After I start Thunderbird, the first time I do something that
requiresa connection to Eternal September, a pop-up
asks me for user name and password. If I'm a little slow
getting these fields entered, when I press Login, I get a
pop-up notification that the connection has timed out.

Question: When this happens and you see the timed out pop-up, do you have to put in your username/password again? When I do this it saves the password/username (to ram memory) but just doesn't bring in new messages until I click "get messages" and then it uses the newly entered and stored credentials from memory in the session. So, even though there is a timeout, the credentials are saved and are still used (unless, of course, I put in the wrong username and password).

David Canzi

Reporter

Comment 31

•

9 months ago

Question: When this happens and you see the timed out pop-up, do you have to put in your username/password again?
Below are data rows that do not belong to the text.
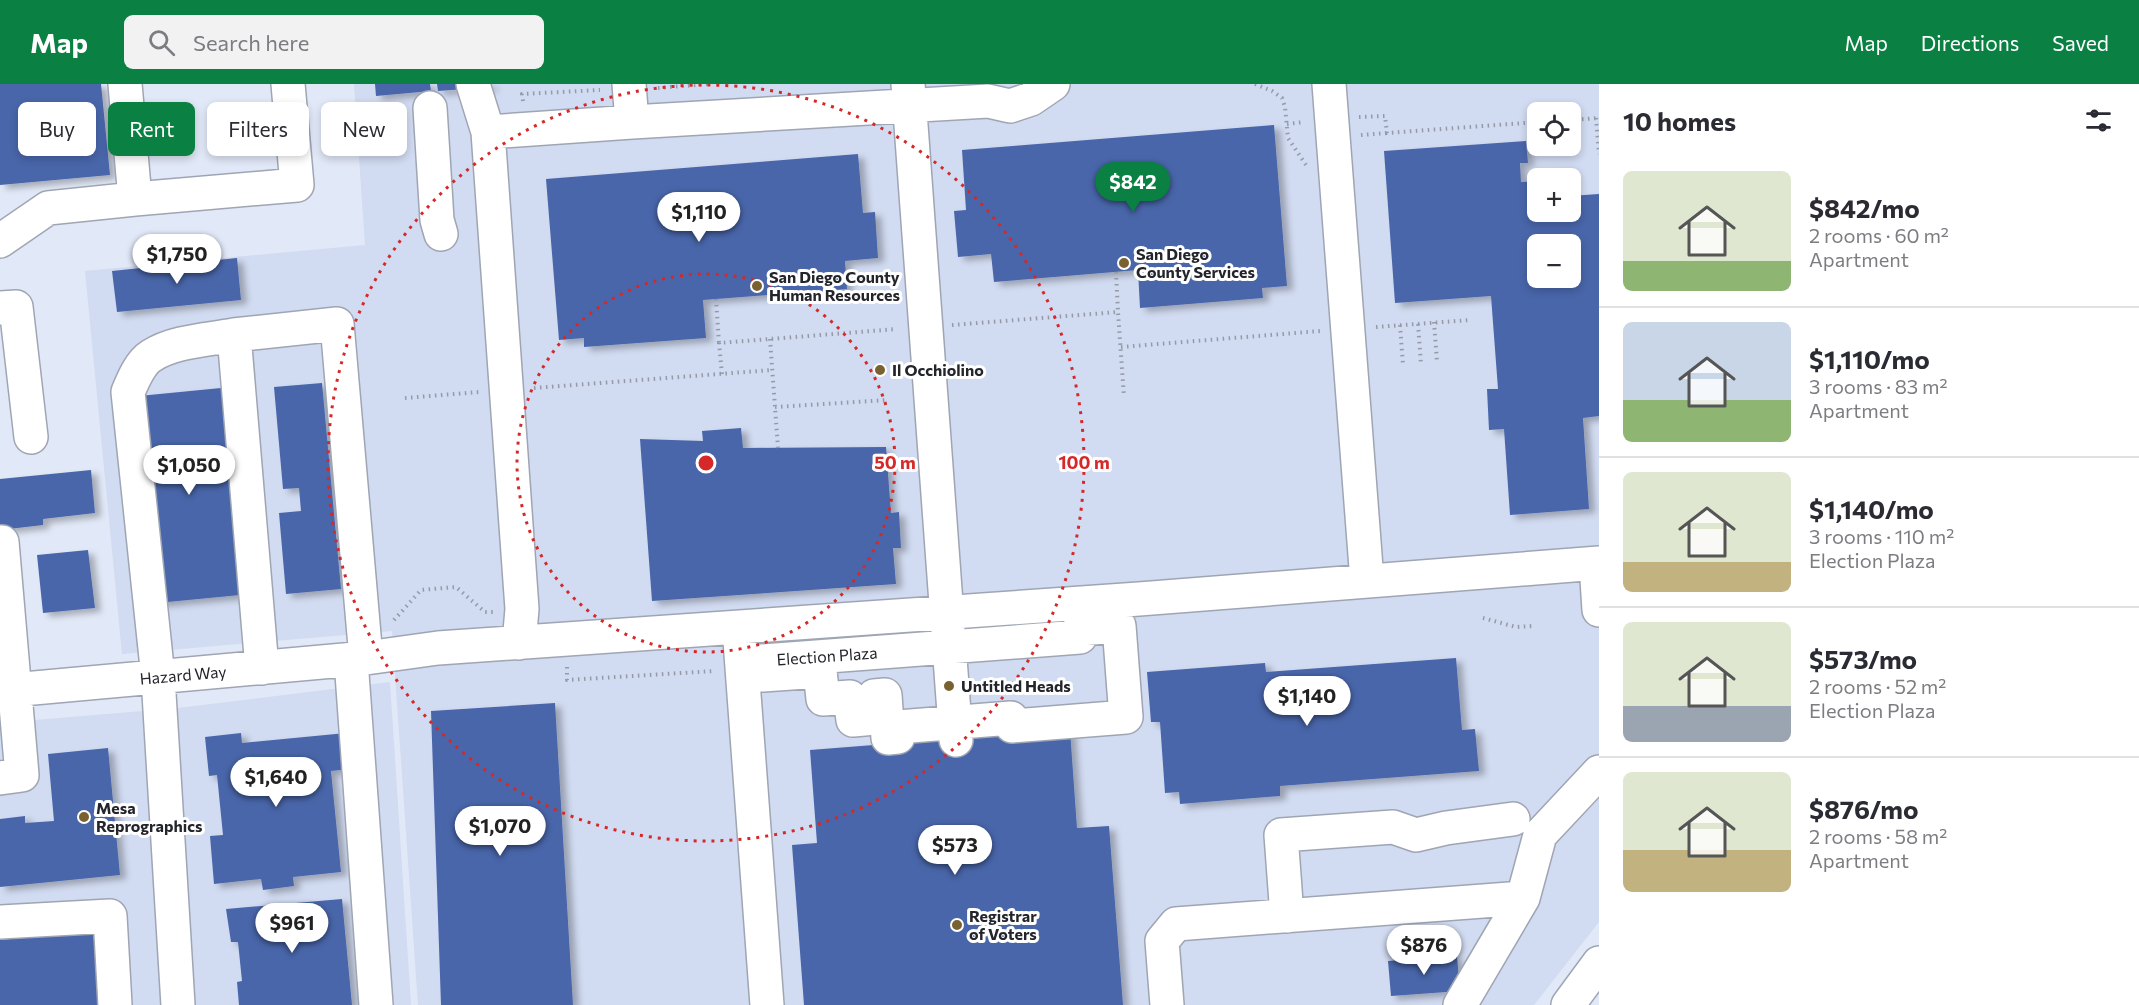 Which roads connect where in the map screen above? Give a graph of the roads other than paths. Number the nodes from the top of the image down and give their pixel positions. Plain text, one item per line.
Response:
1 (124, 84) edge
2 (288, 84) edge
3 (473, 84) edge
4 (498, 84) edge
5 (629, 84) edge
6 (1018, 84) edge
7 (1053, 84) edge
8 (1329, 84) edge
9 (909, 95) edge
10 (988, 101) junction
11 (430, 108) dead end
12 (632, 122) junction
13 (496, 132) junction
14 (135, 199) junction
15 (441, 234) dead end
16 (0, 241) edge
17 (0, 308) edge
18 (234, 335) junction
19 (31, 437) dead end
20 (2, 542) dead end
21 (1597, 563) edge
22 (1368, 581) junction
23 (1599, 610) edge
24 (945, 612) junction
25 (739, 627) junction
26 (519, 644) junction
27 (948, 647) junction
28 (359, 659) junction
29 (262, 668) junction
30 (158, 677) junction
31 (8, 691) edge
32 (955, 731) junction
33 (1599, 772) edge
34 (0, 778) edge
35 (1514, 819) dead end
36 (1522, 898) junction
37 (1287, 916) junction
38 (0, 922) edge
39 (1599, 963) edge
40 (115, 1005) edge
41 (178, 1005) edge
42 (376, 1005) edge
43 (767, 1005) edge
44 (1167, 1005) edge
45 (1460, 1005) edge
46 (1568, 1005) edge

1 - 14 street
2 - 14 street
3 - 13 street
4 - 13 street
5 - 12 street
6 - 10 street
7 - 10 street
8 - 22 street
9 - 10 street
9 - 12 street
9 - 24 street
11 - 15 street
12 - 13 street
13 - 26 street
14 - 16 street
17 - 19 street
18 - 28 street
18 - 29 street
18 - 30 street
20 - 31 street
21 - 22 street, Hazard Way
21 - 23 street
22 - 24 street, Hazard Way
24 - 25 street, Hazard Way
24 - 27 street
25 - 26 street, Hazard Way
25 - 43 street
26 - 28 street, Hazard Way
27 - 32 street
27 - 32 street, Election Plaza
27 - 32 street, Election Plaza
28 - 29 street, Hazard Way
28 - 42 street
29 - 30 street, Hazard Way
30 - 31 street, Hazard Way
30 - 41 street
31 - 34 street
33 - 36 street
35 - 37 street
36 - 37 street
36 - 45 street
37 - 44 street
38 - 40 street
39 - 46 street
No. Once is all that's needed.

As of yesterday afternoon, the installed version (115.12.0) on my computer
will not show me new articles in alt.atheism even after I exit and start
over. (Other newsgroups are so far unaffected.) Repairing the folder didn't
work. Maybe I'll just use the try build to read news...

David Canzi

Reporter

Comment 32

•

9 months ago

In the paganini.bofh.team account I have unsubscribed and then
resubscribed to alt.atheism. Before resubscribing, I removed
alt.atheism.dat. I started without filters and recreated the two
most important ones. And for the past 2 days, the installed
version of Thunderbird (115.12.0) has been downloading
alt.atheism from bofh.team successfully.

alt.atheism was the first of three newsgroups I subscribed to
from bofh.team. Unsubscribing and resubscribing moved it to
then end of the list, and I can explain why that helps, if you're
interested. I can't explain why removing alt.atheism.dat would
help.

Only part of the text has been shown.